* **What to work on**
Only lines containing the string "place" belong in the answer; copy all of them from the entries.

- - -

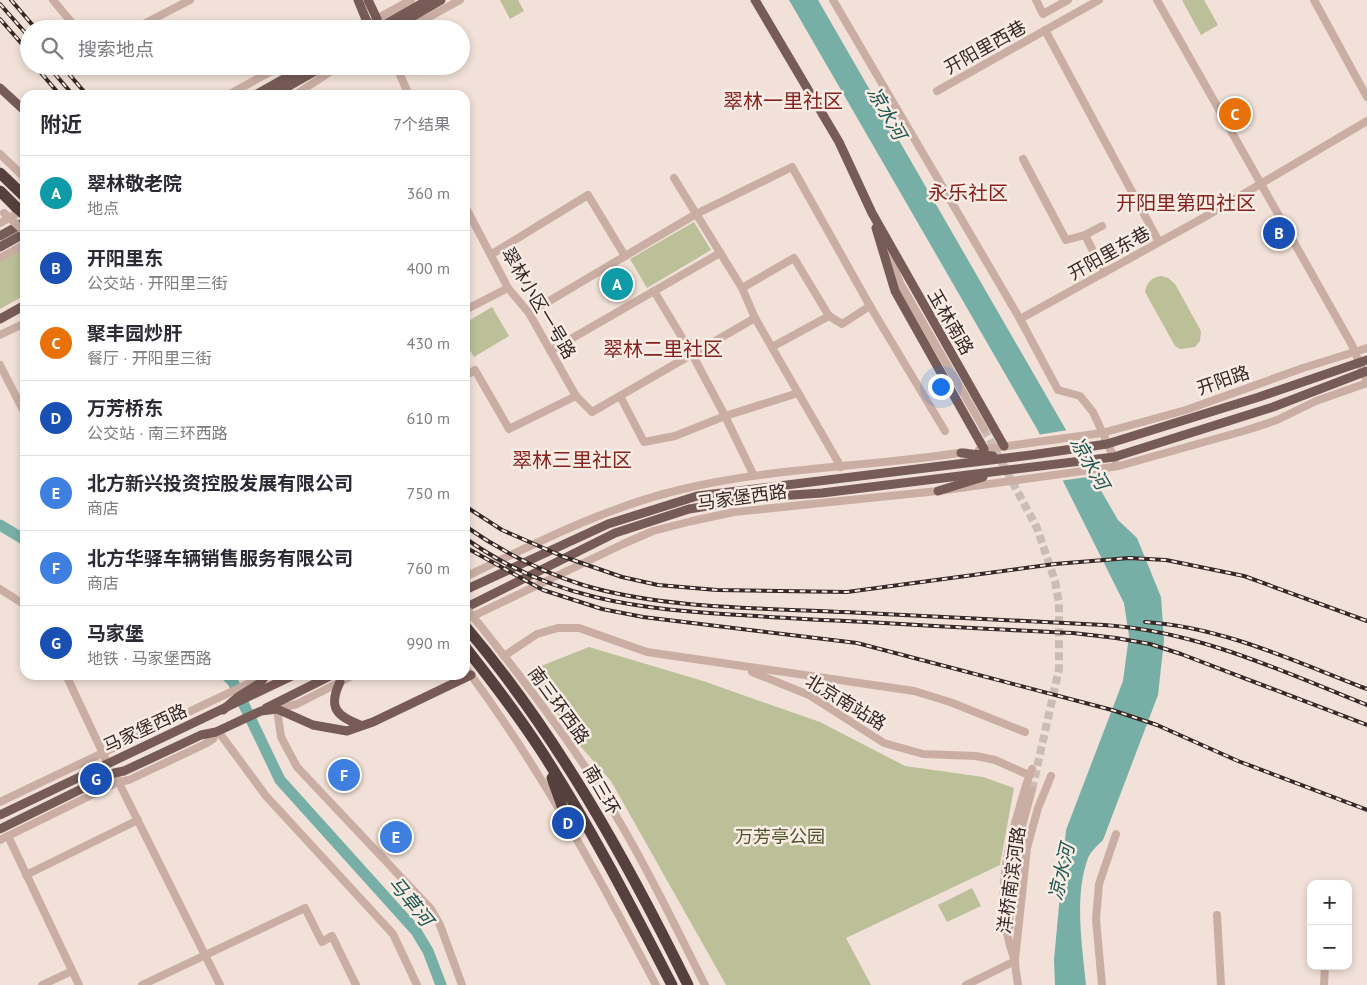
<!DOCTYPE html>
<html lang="zh">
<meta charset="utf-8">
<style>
body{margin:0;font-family:"PT Sans","Noto Sans SC",sans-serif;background:#f2f2f3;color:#2b2b33}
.controls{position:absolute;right:15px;bottom:15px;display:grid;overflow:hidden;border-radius:10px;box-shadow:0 2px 8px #0003}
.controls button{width:45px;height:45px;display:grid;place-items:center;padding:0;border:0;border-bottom:1px solid #e1e1e2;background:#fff;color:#2b2b33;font:25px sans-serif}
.you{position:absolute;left:940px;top:386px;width:18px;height:18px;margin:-12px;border:4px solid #fff;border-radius:50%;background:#1a73e8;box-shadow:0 0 0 8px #1a73e833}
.badge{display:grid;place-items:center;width:32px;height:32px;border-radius:50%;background:#111827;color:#fff;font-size:16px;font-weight:700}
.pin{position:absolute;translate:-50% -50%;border:2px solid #fff;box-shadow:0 1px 5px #0006}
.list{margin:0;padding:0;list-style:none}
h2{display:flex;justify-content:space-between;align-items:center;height:65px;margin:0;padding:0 20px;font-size:21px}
h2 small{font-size:16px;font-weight:400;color:#7c7c81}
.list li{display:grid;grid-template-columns:32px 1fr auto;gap:15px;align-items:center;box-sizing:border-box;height:75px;padding:0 20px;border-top:1px solid #e1e1e2}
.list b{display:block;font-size:19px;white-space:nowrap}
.list p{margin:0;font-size:16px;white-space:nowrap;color:#7c7c81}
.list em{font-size:16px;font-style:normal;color:#7c7c81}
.icon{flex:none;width:28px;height:28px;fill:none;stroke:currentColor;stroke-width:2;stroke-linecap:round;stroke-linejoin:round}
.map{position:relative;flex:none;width:1367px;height:985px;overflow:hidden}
.search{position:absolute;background:#fff;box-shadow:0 2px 8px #0003;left:20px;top:20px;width:450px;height:55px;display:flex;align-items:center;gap:12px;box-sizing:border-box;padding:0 18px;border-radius:28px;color:#7c7c81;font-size:19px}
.panel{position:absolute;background:#fff;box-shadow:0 2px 8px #0003;left:20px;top:90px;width:450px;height:590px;border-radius:15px}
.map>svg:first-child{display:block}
.green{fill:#bbc098}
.water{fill:#77afa6}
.pier{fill:#f1e1d8}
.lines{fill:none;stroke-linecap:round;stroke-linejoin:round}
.river{stroke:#77afa6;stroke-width:11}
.minor-tunnel{stroke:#cbbcb4;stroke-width:8;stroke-dasharray:8 4;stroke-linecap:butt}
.minor{stroke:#caaea4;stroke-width:8}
.major{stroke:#775b57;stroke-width:9}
.highway{stroke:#56403d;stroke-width:11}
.rail-casing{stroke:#352826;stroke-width:4}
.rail{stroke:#f9ece5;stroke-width:2;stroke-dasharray:5.5;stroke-linecap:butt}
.minor-bridge{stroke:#caaea4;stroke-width:8}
.major-bridge{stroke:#775b57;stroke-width:9}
.highway-bridge{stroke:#56403d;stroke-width:11}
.labels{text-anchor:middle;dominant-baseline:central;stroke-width:5;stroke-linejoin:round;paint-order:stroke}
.street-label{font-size:18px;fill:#352826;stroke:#f9ece5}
.park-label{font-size:18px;fill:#4c5329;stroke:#f9ece5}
.water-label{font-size:19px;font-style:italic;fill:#1b574f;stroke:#f9ece5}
.quarter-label{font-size:20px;fill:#85221e;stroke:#f9ece5}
</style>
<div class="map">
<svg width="1367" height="985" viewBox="0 0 1367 985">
<rect width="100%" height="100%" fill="#f1e1d8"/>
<g class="green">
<path d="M500 0H518L524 11 510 19Z"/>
<path d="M1182 0H1204L1218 25 1201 35Z"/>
<path d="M694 222 711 250 647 288 630 259Z"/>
<path d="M25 248V295L0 309V262Z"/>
<path d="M1161 276 1168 278 1175 284 1201 331 1200 341 1195 347 1180 349 1175 346 1145 292C1147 282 1151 278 1161 276Z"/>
<path d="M492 307 509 336 474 357 465 342V323Z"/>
<path d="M589 647 703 681 820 722 905 766 983 777 1014 788 1000 865 846 938 871 985H726L611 781 581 747 556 712 531 670Z"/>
<path d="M972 888 981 906 947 922 938 905Z"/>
</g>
<path class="water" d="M789 0H818L1118 520 1137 538 1161 597 1164 640 1158 695 1103 840C1098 845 1091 851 1088 858 1074 896 1082 945 1086 985H1055L1054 960 1066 830 1123 681 1129 636 1124 603 1037 429Z"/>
<path class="pier" d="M1068 430 1095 476 1059 481 1037 435Z"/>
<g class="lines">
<g class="river">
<path d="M0 525 25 540"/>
<path d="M226 675 233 682 280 780 416 931 428 951 441 985"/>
</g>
<path class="minor-tunnel" d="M984 429 1037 528 1055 581 1059 603V669L1032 790"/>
<g class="minor">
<path d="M53 0 77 29"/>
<path d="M833 0 1020 319 1058 390 1080 396 1093 412 1115 460"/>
<path d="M1036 0 1043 14 1068 0"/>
<path d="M1157 0 1352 345 1365 377"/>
<path d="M1314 0 1367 97"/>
<path d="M134 29 190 0"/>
<path d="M358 29 411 0"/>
<path d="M407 29 460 0"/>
<path d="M1045 30 1159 242"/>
<path d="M396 66 409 95"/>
<path d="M937 91 1099 0"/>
<path d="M228 95 281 66"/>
<path d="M295 95 339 66"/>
<path d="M0 154 25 178"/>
<path d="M1023 159 1066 240 1085 235 1102 226"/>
<path d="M674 178 742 288 755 318 841 467"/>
<path d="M465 206 508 288 529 313 576 396 592 412 755 318"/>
<path d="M0 223 23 210"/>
<path d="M1085 235 1104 273"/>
<path d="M885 245 900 283 984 429"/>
<path d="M492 254 588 195 625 256"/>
<path d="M0 258 25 244"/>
<path d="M742 288 794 258 829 316 842 324 870 306"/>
<path d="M465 310 508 288"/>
<path d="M529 313 696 214 792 167 870 306 945 431"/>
<path d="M1020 319 1203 218 1367 121"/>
<path d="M0 335 25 323"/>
<path d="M772 347 829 316"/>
<path d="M550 351 720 253"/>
<path d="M0 365 25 414"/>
<path d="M465 376 475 370 509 429 576 396"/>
<path d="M620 396 644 442 675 436 725 416 692 354 654 291"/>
<path d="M979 450 1102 433 1186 410 1303 368 1367 348"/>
<path d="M754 476 725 416 798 393"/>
<path d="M465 577C536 543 606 507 683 489 775 467 872 467 965 452"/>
<path d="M0 589 25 605"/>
<path d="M465 620 623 544 653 531 692 521 734 512 938 491 1119 466 1247 430 1277 420 1316 401 1367 383"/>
<path d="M479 624C530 688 581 755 622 826 652 877 678 932 705 985"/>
<path d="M504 656 537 634 558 628H579L647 652 914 691 950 702 1025 732"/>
<path d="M465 667C540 767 598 875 656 985"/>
<path d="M752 672 809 695 884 743 923 754 976 756 995 760 1029 775"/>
<path d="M66 675 108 764"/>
<path d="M354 675 297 704 277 709 281 737 297 767 431 909 440 925 462 985"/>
<path d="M218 731 266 796 393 934 417 985"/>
<path d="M117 779 220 985"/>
<path d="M0 802 262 677"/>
<path d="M8 836 79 985"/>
<path d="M0 840 118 782 129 780 205 744 213 739 216 732"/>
<path d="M26 875 138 820"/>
<path d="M1217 915 1221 985"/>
<path d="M1010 926C1005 881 1020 833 1032 790"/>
<path d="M1014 957 1018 985"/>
<path d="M1015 959 1027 848 1038 808 1051 776"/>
<path d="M1015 961C996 911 1003 863 1018 813 1022 798 1026 783 1032 769"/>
<path d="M42 985 72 971"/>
<path d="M142 985 305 908 322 942 332 936 356 985"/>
<path d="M966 985 1015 961"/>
<path d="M1102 985 1096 919 1099 884 1116 834"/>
<path d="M1324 985 1325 966"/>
</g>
<g class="major">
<path d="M358 0 370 29"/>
<path d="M368 0 377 19 378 29"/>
<path d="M755 0 839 142 872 213 1004 446"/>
<path d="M377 29 428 0"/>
<path d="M391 29 441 0"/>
<path d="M0 88 25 111"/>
<path d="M255 95 307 66"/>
<path d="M273 95 324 66"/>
<path d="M876 228 895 291 984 449"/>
<path d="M0 236 25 222"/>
<path d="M0 247 25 233"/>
<path d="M0 319 25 305"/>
<path d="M961 453 993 456"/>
<path d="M938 491 983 477"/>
<path d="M465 590 608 524 697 496 1031 455 1107 444 1259 397 1367 360"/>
<path d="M465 608 615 533 689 509 763 497 822 493 1114 457 1273 407 1367 371"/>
<path d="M340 682C328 707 336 716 360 725"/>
<path d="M260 683 266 675"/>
<path d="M266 708 332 675"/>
<path d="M0 815 294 675"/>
<path d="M0 829 114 773 124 771 201 735 216 732 261 711 277 709 313 725 347 731 373 722 471 675"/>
</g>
<g class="highway">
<path d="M0 173 25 197"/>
<path d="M0 191 16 207"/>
<path d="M465 626C556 733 626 859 688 985"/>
<path d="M465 647C492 681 518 715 542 752 590 826 631 906 672 985"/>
<path d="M552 778 566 817"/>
</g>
<g class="rail-casing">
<g id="rail">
<path d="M11 0 36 29"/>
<path d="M0 4 29 37"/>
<path d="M0 19 29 52"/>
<path d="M35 66 60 95"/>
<path d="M48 66 73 95"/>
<path d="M62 66 87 95"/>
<path d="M465 506 502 530 564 557 622 577 658 585 717 590 847 592 1055 564 1129 558 1166 560 1244 576 1367 621"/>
<path d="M465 526C501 551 542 572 583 585 663 609 760 608 843 612 930 616 1017 621 1104 625 1197 631 1282 671 1367 705"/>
<path d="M465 538C552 600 638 609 741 615 783 618 824 620 866 622 935 626 1004 630 1073 633L1116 638 1150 644 1181 654 1367 725"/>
<path d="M465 547 543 590 602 609 643 617 857 643 1112 710 1157 725 1238 761 1367 810"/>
<path d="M1145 622C1223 627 1296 662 1367 689"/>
</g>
</g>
<use href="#rail" class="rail"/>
<g class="minor-bridge">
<path d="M4 213 25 232"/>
<path d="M465 607 479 624"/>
</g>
<path class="major-bridge" d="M223 710 238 697 260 683"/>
<path class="highway-bridge" d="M16 207 25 215"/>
</g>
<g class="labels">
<g class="street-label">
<text transform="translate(985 47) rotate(-29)">开阳里西巷</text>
<text transform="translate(1109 253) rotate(-29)">开阳里东巷</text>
<text transform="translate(539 303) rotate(59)">翠林小区一号路</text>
<text transform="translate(951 322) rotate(60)">玉林南路</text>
<text transform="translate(1223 380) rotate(-19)">开阳路</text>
<text transform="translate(742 497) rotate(-8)">马家堡西路</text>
<text transform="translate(846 702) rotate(31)">北京南站路</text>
<text transform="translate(559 705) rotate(54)">南三环西路</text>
<text transform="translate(145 728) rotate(-25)">马家堡西路</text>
<text transform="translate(602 790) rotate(60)">南三环</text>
<text transform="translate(1011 880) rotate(-82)">洋桥南滨河路</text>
</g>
<g class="park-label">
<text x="780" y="836">万芳亭公园</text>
</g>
<g class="water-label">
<text transform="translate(887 113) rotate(60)">凉水河</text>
<text transform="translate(1090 463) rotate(60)">凉水河</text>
<text transform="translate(1061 872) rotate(-77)">凉水河</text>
<text transform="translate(411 901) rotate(51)">马草河</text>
</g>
<g class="quarter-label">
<text x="783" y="101">翠林一里社区</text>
<text x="968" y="193">永乐社区</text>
<text x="1186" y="203">开阳里第四社区</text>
<text x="663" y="349">翠林二里社区</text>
<text x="572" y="460">翠林三里社区</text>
</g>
</g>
</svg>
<div class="controls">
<button>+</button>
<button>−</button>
</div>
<div class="you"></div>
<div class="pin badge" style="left:617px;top:284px;background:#0f9aa8">A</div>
<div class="pin badge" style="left:1279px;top:233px;background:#1a4fb4">B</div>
<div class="pin badge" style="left:1235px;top:114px;background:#e8710a">C</div>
<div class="pin badge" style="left:568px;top:823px;background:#1a4fb4">D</div>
<div class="pin badge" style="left:396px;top:837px;background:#3f7fe0">E</div>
<div class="pin badge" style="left:344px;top:775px;background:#3f7fe0">F</div>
<div class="pin badge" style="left:96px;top:779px;background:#1a4fb4">G</div>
<div class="search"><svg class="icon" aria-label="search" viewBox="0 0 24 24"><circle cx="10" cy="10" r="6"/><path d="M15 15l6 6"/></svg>搜索地点</div>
<section class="panel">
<h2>附近<small>7个结果</small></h2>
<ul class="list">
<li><span class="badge" style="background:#0f9aa8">A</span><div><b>翠林敬老院</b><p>地点</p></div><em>360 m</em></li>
<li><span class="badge" style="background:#1a4fb4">B</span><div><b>开阳里东</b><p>公交站 · 开阳里三街</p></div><em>400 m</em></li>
<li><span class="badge" style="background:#e8710a">C</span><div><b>聚丰园炒肝</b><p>餐厅 · 开阳里三街</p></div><em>430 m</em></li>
<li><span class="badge" style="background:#1a4fb4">D</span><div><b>万芳桥东</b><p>公交站 · 南三环西路</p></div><em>610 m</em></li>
<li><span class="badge" style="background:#3f7fe0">E</span><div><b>北方新兴投资控股发展有限公司</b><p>商店</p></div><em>750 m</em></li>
<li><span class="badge" style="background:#3f7fe0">F</span><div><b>北方华驿车辆销售服务有限公司</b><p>商店</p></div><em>760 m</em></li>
<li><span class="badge" style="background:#1a4fb4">G</span><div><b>马家堡</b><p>地铁 · 马家堡西路</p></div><em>990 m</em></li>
</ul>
</section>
</div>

- - -

* **Task solution**
.controls button{width:45px;height:45px;display:grid;place-items:center;padding:0;border:0;border-bottom:1px solid #e1e1e2;background:#fff;color:#2b2b33;font:25px sans-serif}
.badge{display:grid;place-items:center;width:32px;height:32px;border-radius:50%;background:#111827;color:#fff;font-size:16px;font-weight:700}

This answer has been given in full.